### INPUT

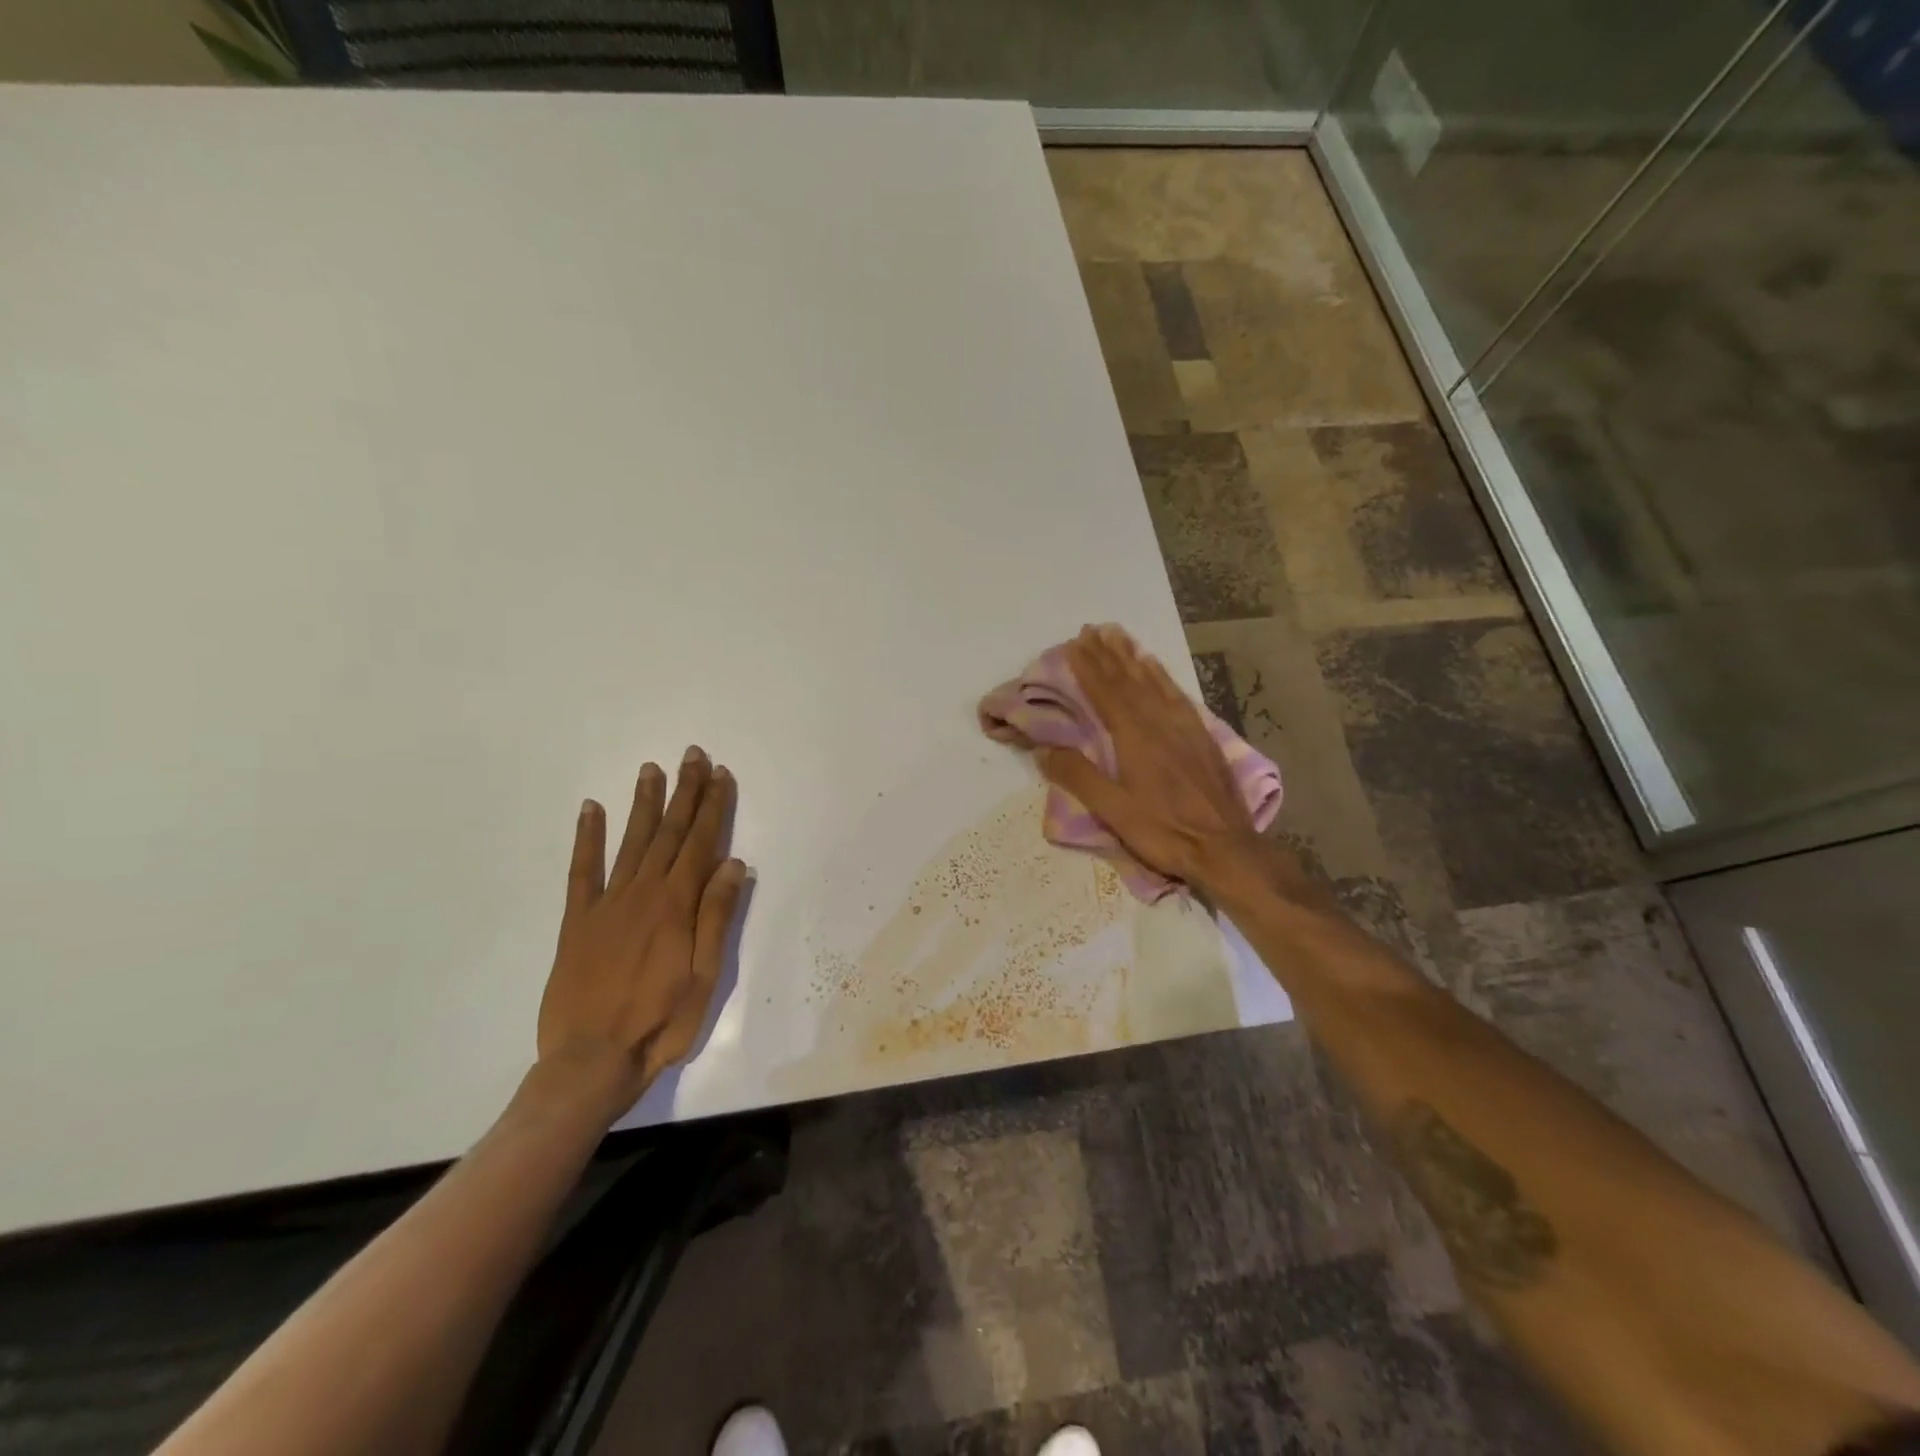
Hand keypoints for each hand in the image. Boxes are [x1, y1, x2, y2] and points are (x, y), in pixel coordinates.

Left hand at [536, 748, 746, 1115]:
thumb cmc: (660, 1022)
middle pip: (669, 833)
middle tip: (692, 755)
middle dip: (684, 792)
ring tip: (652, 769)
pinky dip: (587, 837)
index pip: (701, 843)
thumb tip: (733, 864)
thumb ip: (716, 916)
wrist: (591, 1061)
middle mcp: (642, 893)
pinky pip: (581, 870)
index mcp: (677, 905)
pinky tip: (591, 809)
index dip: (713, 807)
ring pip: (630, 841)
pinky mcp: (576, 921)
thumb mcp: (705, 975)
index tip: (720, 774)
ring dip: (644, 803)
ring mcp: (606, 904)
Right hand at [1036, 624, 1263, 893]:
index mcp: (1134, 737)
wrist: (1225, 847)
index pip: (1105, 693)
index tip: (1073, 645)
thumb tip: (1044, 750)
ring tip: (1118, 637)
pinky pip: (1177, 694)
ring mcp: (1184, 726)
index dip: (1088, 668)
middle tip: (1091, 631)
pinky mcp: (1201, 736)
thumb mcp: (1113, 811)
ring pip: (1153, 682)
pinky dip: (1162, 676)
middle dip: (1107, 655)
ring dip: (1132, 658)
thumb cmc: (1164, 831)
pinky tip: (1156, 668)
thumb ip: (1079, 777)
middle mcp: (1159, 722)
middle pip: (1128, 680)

### PROBLEM
Reproduce only the lines from the line containing "wrist: (1225, 847)" to the last line of the material above, both of those lines included.

### REPLY
wrist: (1225, 847)
index pip: (1105, 693)
index tip: (1073, 645)
thumb tip: (1044, 750)
ring tip: (1118, 637)
pinky pip: (1177, 694)
ring mcp: (1184, 726)
index dip: (1088, 668)
middle tip: (1091, 631)
pinky mcp: (1201, 736)
thumb mcp: (1113, 811)
ring pip: (1153, 682)
pinky dip: (1162, 676)
middle dip: (1107, 655)
ring dip: (1132, 658)
thumb cmc: (1164, 831)
pinky tip: (1156, 668)
thumb ip: (1079, 777)
middle mcp: (1159, 722)
middle pip: (1128, 680)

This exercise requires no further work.